Records for processing START
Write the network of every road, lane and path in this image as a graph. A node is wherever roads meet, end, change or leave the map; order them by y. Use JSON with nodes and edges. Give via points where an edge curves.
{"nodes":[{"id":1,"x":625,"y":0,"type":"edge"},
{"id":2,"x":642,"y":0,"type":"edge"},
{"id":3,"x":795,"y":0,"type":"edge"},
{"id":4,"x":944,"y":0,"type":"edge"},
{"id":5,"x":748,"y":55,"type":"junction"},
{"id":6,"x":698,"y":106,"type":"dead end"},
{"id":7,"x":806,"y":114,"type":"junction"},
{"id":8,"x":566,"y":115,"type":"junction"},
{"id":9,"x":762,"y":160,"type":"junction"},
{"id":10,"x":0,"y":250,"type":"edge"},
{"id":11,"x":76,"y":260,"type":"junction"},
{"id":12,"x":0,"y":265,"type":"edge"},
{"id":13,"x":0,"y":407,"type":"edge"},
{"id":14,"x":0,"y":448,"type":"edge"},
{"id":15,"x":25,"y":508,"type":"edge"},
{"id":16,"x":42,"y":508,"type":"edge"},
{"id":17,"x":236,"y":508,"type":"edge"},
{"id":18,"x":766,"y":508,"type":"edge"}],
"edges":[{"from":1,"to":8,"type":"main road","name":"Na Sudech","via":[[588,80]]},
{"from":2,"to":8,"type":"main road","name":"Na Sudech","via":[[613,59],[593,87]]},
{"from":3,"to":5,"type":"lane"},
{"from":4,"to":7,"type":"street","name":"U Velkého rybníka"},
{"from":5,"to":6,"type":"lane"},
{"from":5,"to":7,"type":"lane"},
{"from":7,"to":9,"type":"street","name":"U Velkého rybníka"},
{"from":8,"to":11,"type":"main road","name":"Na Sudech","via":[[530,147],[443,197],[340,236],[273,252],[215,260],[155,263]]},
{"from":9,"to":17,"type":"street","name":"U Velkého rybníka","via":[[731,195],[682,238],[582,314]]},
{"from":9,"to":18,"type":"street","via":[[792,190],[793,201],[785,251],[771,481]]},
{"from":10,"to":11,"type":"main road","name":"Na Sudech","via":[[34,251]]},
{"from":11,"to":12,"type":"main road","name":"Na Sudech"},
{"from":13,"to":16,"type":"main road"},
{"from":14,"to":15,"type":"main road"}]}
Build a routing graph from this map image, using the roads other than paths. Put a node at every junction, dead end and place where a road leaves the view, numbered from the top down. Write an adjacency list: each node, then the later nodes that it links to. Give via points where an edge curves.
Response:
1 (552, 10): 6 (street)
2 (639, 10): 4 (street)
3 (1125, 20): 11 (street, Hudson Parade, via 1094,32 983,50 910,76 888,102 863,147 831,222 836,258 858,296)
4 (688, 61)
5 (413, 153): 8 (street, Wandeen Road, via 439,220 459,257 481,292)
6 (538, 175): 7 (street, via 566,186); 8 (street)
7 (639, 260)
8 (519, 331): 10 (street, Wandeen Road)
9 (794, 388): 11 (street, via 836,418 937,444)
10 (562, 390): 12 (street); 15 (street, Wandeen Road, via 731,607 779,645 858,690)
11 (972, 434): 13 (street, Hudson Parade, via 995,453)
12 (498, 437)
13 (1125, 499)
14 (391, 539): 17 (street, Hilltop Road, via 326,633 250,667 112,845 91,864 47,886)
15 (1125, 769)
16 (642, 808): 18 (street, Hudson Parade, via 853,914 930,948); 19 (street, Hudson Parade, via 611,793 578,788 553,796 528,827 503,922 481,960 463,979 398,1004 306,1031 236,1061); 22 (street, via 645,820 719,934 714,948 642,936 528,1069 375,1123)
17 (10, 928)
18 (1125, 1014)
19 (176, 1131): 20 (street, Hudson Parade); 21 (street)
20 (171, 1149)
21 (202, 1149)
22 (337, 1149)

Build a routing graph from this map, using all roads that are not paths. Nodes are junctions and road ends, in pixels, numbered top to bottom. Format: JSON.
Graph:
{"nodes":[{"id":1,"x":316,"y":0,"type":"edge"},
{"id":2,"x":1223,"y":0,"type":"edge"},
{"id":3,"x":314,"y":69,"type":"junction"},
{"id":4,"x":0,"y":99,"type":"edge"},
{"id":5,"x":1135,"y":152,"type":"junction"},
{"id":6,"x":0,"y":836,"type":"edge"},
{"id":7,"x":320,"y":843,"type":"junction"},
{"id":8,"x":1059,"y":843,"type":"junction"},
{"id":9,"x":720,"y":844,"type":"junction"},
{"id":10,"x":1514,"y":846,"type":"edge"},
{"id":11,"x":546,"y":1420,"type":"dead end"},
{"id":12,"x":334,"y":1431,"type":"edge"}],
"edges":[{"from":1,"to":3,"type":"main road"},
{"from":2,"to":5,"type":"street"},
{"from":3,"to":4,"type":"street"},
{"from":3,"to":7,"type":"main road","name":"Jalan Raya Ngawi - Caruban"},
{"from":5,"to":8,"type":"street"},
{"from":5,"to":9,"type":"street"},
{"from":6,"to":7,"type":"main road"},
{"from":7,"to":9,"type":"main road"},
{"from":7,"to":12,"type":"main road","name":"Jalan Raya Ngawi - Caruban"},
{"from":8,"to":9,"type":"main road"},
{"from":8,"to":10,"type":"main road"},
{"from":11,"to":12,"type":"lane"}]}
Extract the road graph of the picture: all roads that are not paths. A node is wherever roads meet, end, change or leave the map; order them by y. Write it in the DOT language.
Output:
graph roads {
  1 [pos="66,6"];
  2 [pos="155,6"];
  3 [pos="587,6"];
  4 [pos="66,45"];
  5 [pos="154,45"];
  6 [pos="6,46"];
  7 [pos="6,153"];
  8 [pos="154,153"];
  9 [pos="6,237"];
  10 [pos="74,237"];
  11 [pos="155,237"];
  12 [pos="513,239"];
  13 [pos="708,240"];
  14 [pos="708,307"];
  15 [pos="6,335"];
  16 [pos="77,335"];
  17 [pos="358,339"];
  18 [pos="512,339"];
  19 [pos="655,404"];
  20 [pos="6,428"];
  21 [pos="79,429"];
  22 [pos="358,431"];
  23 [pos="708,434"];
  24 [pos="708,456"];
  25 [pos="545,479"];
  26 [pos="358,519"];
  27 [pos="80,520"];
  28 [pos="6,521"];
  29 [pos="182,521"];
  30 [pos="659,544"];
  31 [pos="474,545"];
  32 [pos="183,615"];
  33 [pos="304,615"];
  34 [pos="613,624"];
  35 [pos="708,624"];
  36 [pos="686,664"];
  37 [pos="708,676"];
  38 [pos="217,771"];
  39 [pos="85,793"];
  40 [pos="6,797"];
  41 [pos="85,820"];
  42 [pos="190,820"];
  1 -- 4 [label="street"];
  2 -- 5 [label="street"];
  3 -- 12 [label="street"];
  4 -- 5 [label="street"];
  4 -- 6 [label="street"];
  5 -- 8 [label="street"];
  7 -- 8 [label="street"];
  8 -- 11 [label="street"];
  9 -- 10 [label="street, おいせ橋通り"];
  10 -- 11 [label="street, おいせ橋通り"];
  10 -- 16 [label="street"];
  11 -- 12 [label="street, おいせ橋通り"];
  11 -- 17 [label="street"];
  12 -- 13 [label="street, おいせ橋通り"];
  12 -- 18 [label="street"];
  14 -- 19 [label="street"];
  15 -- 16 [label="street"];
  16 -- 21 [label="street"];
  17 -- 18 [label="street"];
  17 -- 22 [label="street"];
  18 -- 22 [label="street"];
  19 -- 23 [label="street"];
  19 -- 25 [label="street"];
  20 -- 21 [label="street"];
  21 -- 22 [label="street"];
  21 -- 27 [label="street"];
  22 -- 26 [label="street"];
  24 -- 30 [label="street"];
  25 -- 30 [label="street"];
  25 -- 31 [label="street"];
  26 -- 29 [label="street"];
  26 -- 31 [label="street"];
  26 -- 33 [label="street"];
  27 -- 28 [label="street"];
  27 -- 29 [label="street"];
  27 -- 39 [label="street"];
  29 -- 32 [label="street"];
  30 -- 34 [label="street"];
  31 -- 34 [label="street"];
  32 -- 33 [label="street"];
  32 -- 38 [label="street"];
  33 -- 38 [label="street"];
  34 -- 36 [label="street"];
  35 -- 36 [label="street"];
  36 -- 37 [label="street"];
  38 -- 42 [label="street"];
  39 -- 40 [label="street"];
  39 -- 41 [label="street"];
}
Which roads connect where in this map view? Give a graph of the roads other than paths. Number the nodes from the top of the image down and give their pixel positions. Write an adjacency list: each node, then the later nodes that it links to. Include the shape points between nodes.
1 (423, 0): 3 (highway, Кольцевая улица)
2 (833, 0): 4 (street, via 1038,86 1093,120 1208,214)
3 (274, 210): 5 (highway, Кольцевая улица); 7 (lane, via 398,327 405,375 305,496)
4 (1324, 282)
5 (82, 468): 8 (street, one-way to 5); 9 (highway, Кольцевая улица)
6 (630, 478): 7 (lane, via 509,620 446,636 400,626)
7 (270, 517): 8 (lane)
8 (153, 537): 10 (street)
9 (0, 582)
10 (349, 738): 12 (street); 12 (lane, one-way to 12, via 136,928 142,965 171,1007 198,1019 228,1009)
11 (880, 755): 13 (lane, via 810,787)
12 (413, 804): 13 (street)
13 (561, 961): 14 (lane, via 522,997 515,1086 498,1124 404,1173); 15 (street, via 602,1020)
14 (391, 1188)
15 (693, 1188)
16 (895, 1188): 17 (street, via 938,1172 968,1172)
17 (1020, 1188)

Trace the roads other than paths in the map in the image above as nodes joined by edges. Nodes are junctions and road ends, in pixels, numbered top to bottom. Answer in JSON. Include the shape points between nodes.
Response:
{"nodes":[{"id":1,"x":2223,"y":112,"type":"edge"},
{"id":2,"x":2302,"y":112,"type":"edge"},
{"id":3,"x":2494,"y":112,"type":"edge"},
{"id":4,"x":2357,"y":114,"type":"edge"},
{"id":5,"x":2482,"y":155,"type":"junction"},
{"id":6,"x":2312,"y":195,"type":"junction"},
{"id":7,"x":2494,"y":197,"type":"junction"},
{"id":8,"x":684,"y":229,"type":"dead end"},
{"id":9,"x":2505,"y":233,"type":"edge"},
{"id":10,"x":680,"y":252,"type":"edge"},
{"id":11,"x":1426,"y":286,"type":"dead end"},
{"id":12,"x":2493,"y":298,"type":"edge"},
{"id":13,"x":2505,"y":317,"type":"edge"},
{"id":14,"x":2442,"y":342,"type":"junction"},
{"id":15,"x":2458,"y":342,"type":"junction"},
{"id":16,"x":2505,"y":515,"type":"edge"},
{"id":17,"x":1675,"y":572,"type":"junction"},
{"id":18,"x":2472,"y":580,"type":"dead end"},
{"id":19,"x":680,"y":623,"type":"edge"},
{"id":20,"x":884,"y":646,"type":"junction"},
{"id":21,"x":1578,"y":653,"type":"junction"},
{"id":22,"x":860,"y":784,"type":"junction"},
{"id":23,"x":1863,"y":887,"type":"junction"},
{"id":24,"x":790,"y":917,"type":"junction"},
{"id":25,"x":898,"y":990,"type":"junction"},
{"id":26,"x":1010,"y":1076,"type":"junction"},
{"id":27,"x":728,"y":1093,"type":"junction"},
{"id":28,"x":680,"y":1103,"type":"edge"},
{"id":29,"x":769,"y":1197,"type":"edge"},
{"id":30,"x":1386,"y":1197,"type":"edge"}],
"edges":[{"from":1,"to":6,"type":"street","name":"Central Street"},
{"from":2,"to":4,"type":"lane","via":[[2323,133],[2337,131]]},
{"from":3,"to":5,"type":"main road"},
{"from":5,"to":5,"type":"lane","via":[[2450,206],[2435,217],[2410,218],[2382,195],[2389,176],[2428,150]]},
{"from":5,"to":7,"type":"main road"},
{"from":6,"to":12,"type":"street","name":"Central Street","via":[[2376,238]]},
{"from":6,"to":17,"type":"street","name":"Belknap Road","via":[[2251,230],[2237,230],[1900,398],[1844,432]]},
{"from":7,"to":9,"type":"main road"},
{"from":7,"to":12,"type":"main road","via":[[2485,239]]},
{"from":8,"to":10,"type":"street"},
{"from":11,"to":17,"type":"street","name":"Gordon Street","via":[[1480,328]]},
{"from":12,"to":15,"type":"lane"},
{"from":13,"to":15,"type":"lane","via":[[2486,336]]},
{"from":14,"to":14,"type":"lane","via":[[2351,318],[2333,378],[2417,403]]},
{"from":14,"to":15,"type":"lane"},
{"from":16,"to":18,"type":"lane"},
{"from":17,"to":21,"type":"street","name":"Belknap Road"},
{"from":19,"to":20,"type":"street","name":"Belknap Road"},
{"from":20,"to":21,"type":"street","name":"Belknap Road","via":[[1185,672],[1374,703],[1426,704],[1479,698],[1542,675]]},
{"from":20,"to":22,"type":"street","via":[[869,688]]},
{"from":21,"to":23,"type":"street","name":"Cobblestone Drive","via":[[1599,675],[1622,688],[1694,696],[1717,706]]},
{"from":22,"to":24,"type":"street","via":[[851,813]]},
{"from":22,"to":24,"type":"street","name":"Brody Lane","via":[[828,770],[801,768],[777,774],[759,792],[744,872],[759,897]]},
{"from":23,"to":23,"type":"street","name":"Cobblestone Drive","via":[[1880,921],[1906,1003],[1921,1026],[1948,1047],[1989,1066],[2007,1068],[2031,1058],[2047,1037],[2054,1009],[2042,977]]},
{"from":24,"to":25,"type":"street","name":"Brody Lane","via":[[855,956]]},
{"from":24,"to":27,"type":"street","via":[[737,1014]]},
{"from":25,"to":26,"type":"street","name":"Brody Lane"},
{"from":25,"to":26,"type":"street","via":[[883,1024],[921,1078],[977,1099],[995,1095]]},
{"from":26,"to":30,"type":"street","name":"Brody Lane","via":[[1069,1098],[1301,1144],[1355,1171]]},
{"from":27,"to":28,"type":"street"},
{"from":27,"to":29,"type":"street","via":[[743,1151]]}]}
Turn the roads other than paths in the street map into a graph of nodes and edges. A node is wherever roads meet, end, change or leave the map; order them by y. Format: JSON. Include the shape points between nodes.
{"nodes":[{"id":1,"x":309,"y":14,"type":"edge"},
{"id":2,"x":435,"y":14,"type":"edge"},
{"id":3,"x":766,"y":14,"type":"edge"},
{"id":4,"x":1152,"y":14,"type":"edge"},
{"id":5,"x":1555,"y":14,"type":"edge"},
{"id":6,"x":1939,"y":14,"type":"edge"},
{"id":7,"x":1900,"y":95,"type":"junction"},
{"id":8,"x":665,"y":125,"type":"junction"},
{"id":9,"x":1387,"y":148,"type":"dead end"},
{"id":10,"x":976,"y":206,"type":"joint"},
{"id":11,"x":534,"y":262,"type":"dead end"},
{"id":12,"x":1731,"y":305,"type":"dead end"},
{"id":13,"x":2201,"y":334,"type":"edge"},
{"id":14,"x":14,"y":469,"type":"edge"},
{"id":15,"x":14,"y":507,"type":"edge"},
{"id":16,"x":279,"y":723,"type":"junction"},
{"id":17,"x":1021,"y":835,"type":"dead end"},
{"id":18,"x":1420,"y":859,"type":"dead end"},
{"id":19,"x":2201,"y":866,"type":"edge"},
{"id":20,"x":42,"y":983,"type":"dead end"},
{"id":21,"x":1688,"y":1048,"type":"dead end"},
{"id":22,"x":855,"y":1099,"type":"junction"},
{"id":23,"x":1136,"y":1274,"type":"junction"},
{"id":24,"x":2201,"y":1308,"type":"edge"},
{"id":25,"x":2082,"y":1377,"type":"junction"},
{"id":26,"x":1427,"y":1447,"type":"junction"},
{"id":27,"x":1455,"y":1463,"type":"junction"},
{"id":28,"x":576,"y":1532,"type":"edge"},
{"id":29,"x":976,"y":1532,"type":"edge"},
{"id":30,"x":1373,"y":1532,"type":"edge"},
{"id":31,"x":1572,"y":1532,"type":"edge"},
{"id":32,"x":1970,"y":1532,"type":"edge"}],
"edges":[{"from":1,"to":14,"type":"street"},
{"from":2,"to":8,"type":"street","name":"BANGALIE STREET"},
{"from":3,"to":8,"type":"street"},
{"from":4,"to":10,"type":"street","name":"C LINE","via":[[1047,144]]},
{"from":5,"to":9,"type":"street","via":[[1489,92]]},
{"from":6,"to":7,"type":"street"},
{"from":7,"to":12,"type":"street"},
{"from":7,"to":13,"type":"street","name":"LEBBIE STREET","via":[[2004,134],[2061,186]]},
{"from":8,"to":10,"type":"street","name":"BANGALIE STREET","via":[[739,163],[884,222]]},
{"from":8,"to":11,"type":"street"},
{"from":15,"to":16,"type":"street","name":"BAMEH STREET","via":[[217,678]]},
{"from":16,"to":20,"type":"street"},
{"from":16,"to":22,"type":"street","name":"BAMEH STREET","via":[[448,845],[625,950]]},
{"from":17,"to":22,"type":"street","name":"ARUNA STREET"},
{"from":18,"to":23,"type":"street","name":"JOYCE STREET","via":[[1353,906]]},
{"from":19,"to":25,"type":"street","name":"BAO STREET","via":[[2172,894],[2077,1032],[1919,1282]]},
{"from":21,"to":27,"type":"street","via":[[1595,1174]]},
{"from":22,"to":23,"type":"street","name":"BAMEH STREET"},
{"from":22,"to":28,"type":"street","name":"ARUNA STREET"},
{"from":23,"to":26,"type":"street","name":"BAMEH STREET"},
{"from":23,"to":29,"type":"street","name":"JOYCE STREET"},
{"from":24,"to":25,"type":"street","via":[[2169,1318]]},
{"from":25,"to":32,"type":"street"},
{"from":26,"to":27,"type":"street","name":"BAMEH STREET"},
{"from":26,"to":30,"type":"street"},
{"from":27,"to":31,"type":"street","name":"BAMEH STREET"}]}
Records for processing END
## What is expected
Nothing should be returned except the lines from the first line of the data above through the line with "Build a routing graph from this map image, using", each one exact.

## Result
Write the network of every road, lane and path in this image as a graph. A node is wherever roads meet, end, change or leave the map; order them by y. Use JSON with nodes and edges. Give via points where an edge curves.
{"nodes":[{"id":1,"x":625,"y":0,"type":"edge"},
{"id":2,"x":642,"y":0,"type":"edge"},
{"id":3,"x":795,"y":0,"type":"edge"},
{"id":4,"x":944,"y":0,"type":"edge"},
{"id":5,"x":748,"y":55,"type":"junction"},
{"id":6,"x":698,"y":106,"type":"dead end"},
{"id":7,"x":806,"y":114,"type":"junction"},
{"id":8,"x":566,"y":115,"type":"junction"},
{"id":9,"x":762,"y":160,"type":"junction"},
{"id":10,"x":0,"y":250,"type":"edge"},
{"id":11,"x":76,"y":260,"type":"junction"},
{"id":12,"x":0,"y":265,"type":"edge"},
{"id":13,"x":0,"y":407,"type":"edge"},
{"id":14,"x":0,"y":448,"type":"edge"},
{"id":15,"x":25,"y":508,"type":"edge"},
{"id":16,"x":42,"y":508,"type":"edge"},
{"id":17,"x":236,"y":508,"type":"edge"},
{"id":18,"x":766,"y":508,"type":"edge"}],
"edges":[{"from":1,"to":8,"type":"main road","name":"Na Sudech","via":[[588,80]]},
{"from":2,"to":8,"type":"main road","name":"Na Sudech","via":[[613,59],[593,87]]},
{"from":3,"to":5,"type":"lane"},
{"from":4,"to":7,"type":"street","name":"U Velkého rybníka"},
{"from":5,"to":6,"type":"lane"},
{"from":5,"to":7,"type":"lane"},
{"from":7,"to":9,"type":"street","name":"U Velkého rybníka"},
{"from":8,"to":11,"type":"main road","name":"Na Sudech","via":[[530,147],[443,197],[340,236],[273,252],[215,260],[155,263]]},
{"from":9,"to":17,"type":"street","name":"U Velkého rybníka","via":[[731,195],[682,238],[582,314]]},
{"from":9,"to":18,"type":"street","via":[[792,190],[793,201],[785,251],[771,481]]},
{"from":10,"to":11,"type":"main road","name":"Na Sudech","via":[[34,251]]},
{"from":11,"to":12,"type":"main road","name":"Na Sudech"},
{"from":13,"to":16,"type":"main road"},
{"from":14,"to":15,"type":"main road"}]}
Build a routing graph from this map image, using the roads other than paths. Put a node at every junction, dead end and place where a road leaves the view, numbered from the top down. Write an adjacency list: each node, then the later nodes that it links to. Give via points where an edge curves.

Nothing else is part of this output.